# [ABOUT THIS TASK]
The line containing "- Gayaza Road</span>" opens the span to copy, and the last line of the records below closes it. Write out that span exactly.

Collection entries
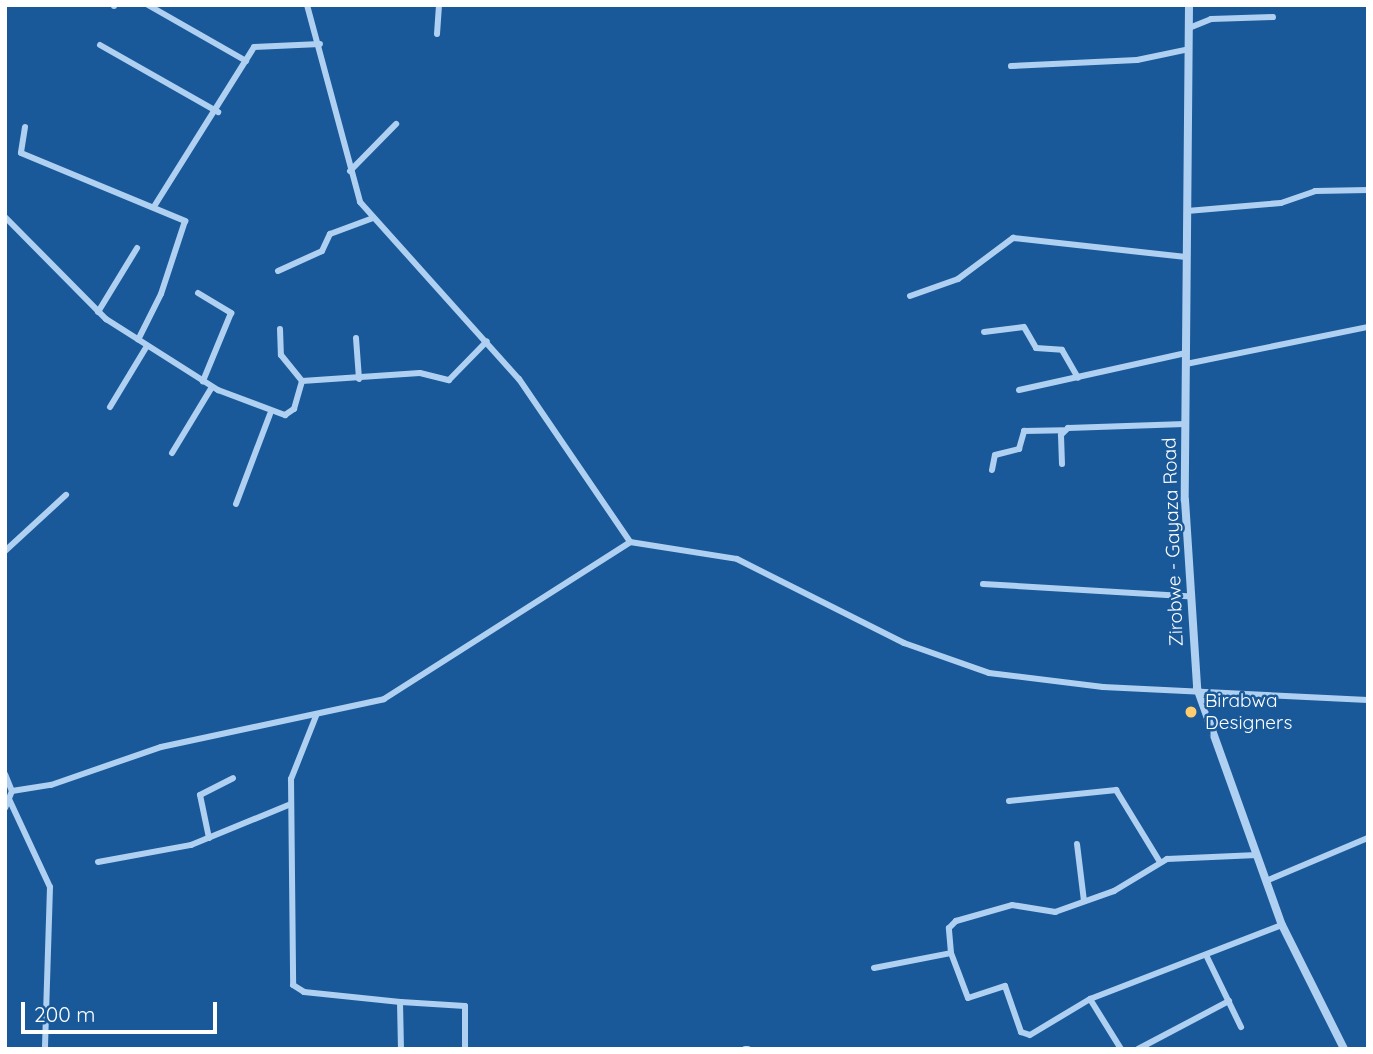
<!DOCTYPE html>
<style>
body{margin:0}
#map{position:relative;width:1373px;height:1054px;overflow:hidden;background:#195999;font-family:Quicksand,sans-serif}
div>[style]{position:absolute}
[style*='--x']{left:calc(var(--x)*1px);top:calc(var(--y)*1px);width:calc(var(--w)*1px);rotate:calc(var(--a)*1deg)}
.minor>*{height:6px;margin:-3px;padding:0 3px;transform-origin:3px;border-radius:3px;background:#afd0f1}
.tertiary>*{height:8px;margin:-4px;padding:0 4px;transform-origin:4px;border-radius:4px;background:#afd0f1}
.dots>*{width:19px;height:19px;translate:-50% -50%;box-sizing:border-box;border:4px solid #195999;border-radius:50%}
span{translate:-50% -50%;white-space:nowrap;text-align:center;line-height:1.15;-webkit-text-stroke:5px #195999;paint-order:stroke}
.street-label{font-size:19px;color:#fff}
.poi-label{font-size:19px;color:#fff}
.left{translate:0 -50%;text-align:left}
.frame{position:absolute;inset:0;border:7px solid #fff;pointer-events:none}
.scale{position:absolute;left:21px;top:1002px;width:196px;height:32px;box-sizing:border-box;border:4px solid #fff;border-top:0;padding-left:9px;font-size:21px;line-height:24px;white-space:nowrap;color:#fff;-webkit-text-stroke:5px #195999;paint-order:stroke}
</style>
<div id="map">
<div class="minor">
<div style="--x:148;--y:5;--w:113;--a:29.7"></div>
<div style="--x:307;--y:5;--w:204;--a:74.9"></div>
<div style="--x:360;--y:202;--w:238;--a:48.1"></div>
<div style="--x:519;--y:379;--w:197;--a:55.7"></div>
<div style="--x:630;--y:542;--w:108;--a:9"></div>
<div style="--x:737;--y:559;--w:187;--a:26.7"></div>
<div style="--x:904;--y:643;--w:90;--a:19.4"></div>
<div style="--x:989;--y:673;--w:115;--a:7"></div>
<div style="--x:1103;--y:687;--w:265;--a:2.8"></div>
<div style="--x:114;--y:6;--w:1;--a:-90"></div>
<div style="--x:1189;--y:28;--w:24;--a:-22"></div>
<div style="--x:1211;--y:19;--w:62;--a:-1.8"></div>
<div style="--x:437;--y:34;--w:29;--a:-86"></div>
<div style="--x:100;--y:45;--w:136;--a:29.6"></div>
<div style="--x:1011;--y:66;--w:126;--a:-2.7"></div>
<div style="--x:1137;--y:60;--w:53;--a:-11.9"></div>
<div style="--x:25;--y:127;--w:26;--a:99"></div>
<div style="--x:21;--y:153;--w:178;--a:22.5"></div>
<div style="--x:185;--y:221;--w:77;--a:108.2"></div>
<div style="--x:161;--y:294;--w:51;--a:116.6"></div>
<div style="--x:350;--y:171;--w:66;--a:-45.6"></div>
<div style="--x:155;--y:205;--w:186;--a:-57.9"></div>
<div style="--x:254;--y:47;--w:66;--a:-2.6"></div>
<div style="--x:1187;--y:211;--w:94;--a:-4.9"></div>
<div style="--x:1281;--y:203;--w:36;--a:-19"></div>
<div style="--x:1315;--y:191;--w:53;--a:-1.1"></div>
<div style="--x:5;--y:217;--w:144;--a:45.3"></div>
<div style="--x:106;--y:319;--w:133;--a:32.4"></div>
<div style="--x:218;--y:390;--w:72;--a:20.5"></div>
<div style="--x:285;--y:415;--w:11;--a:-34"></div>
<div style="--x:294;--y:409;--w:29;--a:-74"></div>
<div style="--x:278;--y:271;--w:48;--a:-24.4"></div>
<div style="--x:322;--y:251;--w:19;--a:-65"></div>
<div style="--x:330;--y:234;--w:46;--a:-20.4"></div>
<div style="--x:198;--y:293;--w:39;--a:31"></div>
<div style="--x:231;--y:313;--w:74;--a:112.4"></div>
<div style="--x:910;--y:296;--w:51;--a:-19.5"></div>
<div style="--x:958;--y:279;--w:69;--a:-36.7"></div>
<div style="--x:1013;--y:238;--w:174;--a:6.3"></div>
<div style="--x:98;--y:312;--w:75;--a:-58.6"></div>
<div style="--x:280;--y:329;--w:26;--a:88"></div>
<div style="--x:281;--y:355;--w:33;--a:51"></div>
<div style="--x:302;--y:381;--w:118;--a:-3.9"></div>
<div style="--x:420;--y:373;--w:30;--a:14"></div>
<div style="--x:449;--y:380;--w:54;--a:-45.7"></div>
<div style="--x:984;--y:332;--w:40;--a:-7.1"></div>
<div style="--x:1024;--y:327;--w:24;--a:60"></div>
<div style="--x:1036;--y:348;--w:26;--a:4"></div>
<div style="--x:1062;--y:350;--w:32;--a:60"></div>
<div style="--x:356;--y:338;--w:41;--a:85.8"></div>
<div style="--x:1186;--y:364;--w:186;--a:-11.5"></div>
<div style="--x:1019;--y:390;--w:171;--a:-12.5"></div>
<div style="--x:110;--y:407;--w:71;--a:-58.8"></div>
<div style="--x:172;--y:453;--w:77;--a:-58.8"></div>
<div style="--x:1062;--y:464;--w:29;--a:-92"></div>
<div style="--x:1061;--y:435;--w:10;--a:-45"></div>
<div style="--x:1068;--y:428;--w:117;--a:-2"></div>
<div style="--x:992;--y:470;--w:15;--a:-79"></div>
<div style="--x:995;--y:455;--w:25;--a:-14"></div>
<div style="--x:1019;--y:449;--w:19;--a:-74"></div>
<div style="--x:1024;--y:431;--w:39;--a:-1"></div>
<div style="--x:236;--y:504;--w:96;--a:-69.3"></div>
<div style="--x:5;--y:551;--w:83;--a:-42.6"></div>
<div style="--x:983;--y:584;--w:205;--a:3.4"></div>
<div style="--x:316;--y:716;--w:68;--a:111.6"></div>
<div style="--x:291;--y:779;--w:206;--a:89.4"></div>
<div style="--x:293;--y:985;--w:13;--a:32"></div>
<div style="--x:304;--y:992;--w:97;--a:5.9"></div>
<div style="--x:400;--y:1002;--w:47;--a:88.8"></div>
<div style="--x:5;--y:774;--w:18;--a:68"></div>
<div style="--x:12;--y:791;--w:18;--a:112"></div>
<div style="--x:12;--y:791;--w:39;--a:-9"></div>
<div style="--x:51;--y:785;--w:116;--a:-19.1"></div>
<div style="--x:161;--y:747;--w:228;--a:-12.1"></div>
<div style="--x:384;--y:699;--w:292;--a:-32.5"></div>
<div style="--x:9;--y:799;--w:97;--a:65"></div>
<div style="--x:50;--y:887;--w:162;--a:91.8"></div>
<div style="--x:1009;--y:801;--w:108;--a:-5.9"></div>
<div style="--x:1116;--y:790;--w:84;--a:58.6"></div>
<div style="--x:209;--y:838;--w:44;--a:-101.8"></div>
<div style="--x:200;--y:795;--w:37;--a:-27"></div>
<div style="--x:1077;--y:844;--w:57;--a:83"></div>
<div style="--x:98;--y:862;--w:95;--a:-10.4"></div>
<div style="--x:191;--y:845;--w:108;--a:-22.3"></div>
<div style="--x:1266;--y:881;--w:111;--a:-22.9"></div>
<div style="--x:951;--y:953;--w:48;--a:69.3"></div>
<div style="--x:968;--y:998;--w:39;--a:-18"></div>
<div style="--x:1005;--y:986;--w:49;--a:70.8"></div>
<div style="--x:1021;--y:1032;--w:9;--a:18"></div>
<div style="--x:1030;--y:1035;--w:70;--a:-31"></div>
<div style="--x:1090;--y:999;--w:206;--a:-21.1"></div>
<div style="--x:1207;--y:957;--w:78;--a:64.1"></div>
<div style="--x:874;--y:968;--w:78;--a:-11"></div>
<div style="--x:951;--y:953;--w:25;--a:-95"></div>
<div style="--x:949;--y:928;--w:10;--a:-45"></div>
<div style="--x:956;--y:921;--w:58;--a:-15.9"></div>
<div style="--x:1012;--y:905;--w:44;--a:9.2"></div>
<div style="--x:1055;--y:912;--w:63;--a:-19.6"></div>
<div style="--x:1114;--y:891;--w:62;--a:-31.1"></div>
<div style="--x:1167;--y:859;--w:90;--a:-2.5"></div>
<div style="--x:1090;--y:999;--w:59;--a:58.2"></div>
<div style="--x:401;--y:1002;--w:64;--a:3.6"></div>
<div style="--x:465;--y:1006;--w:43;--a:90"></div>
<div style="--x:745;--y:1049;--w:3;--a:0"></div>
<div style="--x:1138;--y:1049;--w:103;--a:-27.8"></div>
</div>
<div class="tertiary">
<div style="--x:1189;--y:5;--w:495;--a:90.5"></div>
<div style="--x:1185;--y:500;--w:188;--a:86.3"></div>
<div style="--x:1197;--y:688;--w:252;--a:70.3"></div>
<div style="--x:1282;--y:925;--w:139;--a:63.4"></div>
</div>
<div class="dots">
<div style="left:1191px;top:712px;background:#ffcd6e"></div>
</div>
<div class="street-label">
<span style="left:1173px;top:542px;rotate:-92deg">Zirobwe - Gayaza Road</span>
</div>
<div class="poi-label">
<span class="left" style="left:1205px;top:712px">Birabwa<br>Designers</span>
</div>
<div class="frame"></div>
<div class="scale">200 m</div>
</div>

# [EXERCISE RESULT]
<span style="left:1173px;top:542px;rotate:-92deg">Zirobwe - Gayaza Road</span>
</div>
<div class="poi-label">
<span class="left" style="left:1205px;top:712px">Birabwa<br>Designers</span>
</div>
<div class="frame"></div>
<div class="scale">200 m</div>
</div>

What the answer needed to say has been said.